Carl Roberts, the executive director of the state superintendent’s group, said he expects that districts next year will report data from state assessments in evaluations, but that the results won’t inform high-stakes decisions.
In an analysis of Race to the Top progress in Maryland released last February, the federal Education Department said problems in evaluation field tests had endangered full implementation for 2013-14.
Anna Laughlin, the president of the 840-member Education Association of St. Mary’s County, who in conjunction with her district’s superintendent, Michael Martirano, had fought Ms. Lowery’s interpretation of evaluation requirements, stated in early June, “I wish we hadn’t signed onto [Race to the Top].” In contrast to the present situation, she said, last year the state department actually held up the evaluation deal the St. Mary’s district made with local teachers as a model.

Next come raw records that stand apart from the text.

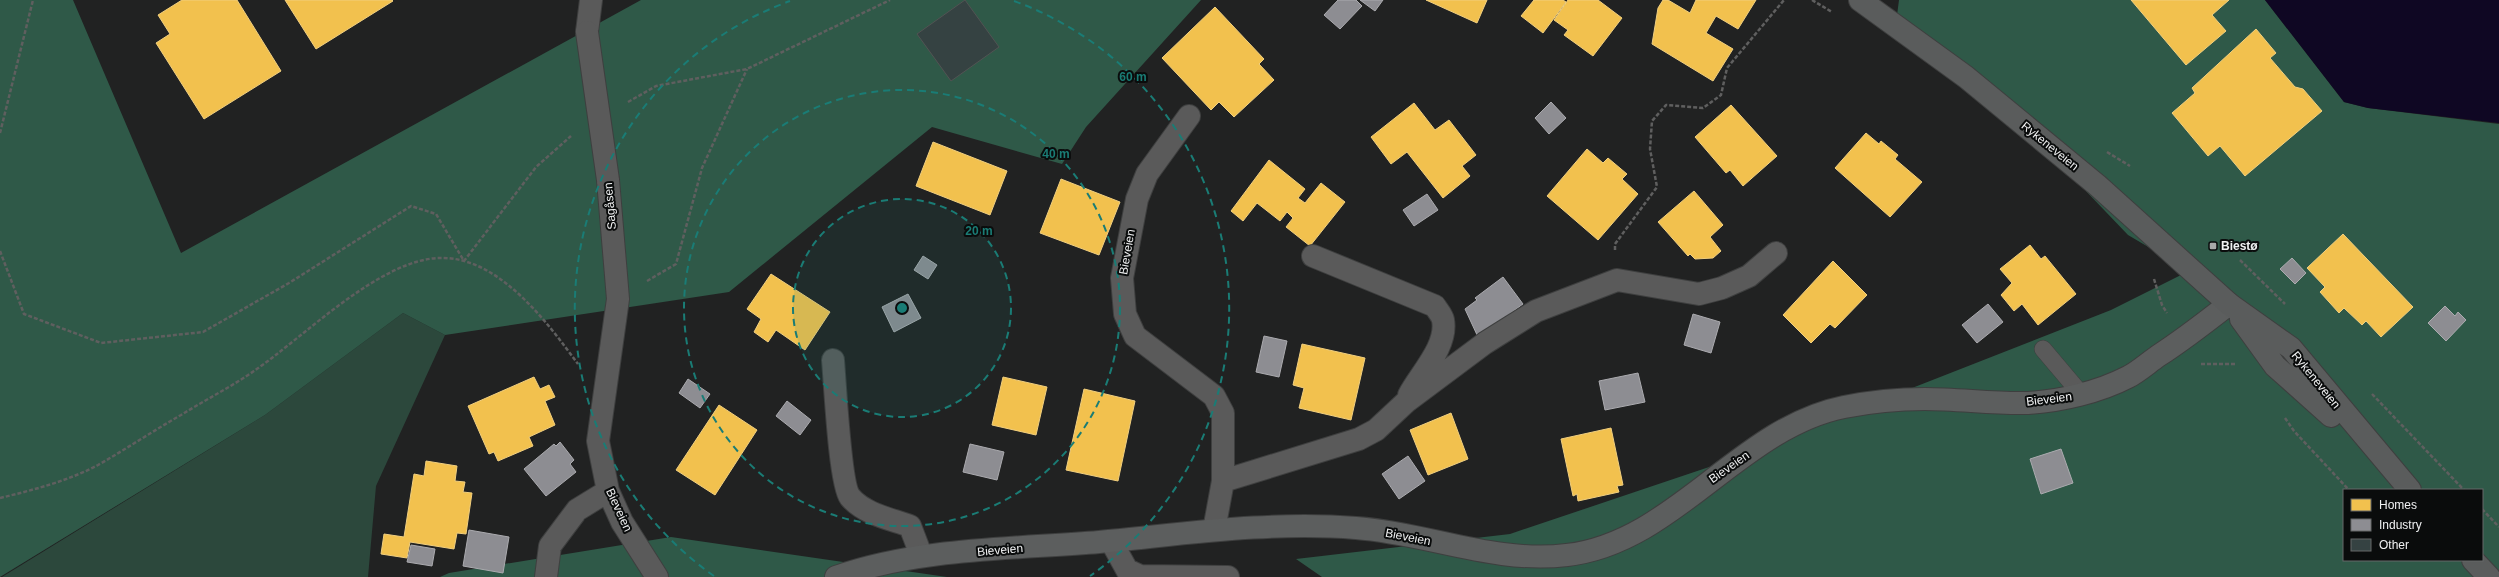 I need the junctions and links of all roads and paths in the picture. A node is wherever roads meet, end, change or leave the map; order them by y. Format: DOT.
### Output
graph roads {
  1 [pos="33,0"];
  2 [pos="591,0"];
  3 [pos="890,0"];
  4 [pos="1784,0"];
  5 [pos="1860,0"];
  6 [pos="747,70"];
  7 [pos="622,106"];
  8 [pos="1189,116"];
  9 [pos="0,133"];
  10 [pos="574,133"];
  11 [pos="0,251"];
  12 [pos="1776,253"];
  13 [pos="1313,256"];
  14 [pos="464,261"];
  15 [pos="2153,274"];
  16 [pos="1618,280"];
  17 [pos="618,299"];
  18 [pos="2229,304"];
  19 [pos="2185,338"];
  20 [pos="2043,349"];
  21 [pos="833,360"];
  22 [pos="2241,367"];
  23 [pos="2081,394"];
  24 [pos="1406,402"];
  25 [pos="603,403"];
  26 [pos="2281,412"];
  27 [pos="1223,481"];
  28 [pos="2348,489"];
  29 [pos="2409,489"];
  30 [pos="608,491"];
  31 [pos="0,498"];
  32 [pos="2483,510"];
  33 [pos="2499,527"];
  34 [pos="1214,530"];
  35 [pos="1111,541"];
  36 [pos="919,556"];
  37 [pos="2474,561"];
  38 [pos="546,577"];
  39 [pos="657,577"];
  40 [pos="836,577"];
  41 [pos="1228,577"];
  42 [pos="2489,577"];
  1 -- 9 [label="path"];
  2 -- 17 [label="street, Sagåsen, bridge"];
  3 -- 6 [label="path"];
  4 -- 16 [label="path"];
  5 -- 18 [label="main road, Rykeneveien"];
  6 -- 7 [label="path"];
  6 -- 17 [label="path"];
  8 -- 27 [label="street, Bieveien"];
  10 -- 14 [label="path"];
  11 -- 14 [label="path"];
  12 -- 16 [label="street"];
  13 -- 24 [label="street"];
  14 -- 25 [label="path"];
  14 -- 31 [label="path"];
  15 -- 19 [label="path"];
  16 -- 24 [label="street"];
  17 -- 25 [label="street, Sagåsen"];
  18 -- 19 [label="street, Bieveien"];
  18 -- 29 [label="main road, Rykeneveien"];
  19 -- 22 [label="path"];
  19 -- 23 [label="street, Bieveien"];
  20 -- 23 [label="lane"];
  21 -- 36 [label="street"];
  23 -- 34 [label="street, Bieveien"];
  24 -- 27 [label="street"];
  25 -- 30 [label="street, Bieveien"];
  26 -- 28 [label="path"];
  27 -- 34 [label="street, Bieveien"];
  30 -- 38 [label="street"];
  30 -- 39 [label="street, Bieveien"];
  32 -- 33 [label="path"];
  34 -- 35 [label="street, Bieveien"];
  35 -- 36 [label="street, Bieveien"];
  35 -- 41 [label="street"];
  36 -- 40 [label="street, Bieveien"];
  37 -- 42 [label="main road"];
}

Ms. Weller, the state teachers’ union president, also indicated some regret about how Race to the Top has played out, stating that most districts had received very little of the $125 million given to local jurisdictions under the grant program in exchange for onerous, and uniform, rules and programs. She also indicated her continued opposition to test scores being used in teacher-employment decisions at all.
In fact, recent dramatic fights over teacher evaluations under Race to the Top in Maryland, as well as in Hawaii and New York, may indicate that reckoning is coming for the program. Maryland Gov. Martin O’Malley, a Democrat who led the state’s Race to the Top push, is also leaving office at the end of 2014.
“Can it outlive the money, the promises, and the politicians who advanced it at the state level?” Mr. Smarick said of Race to the Top.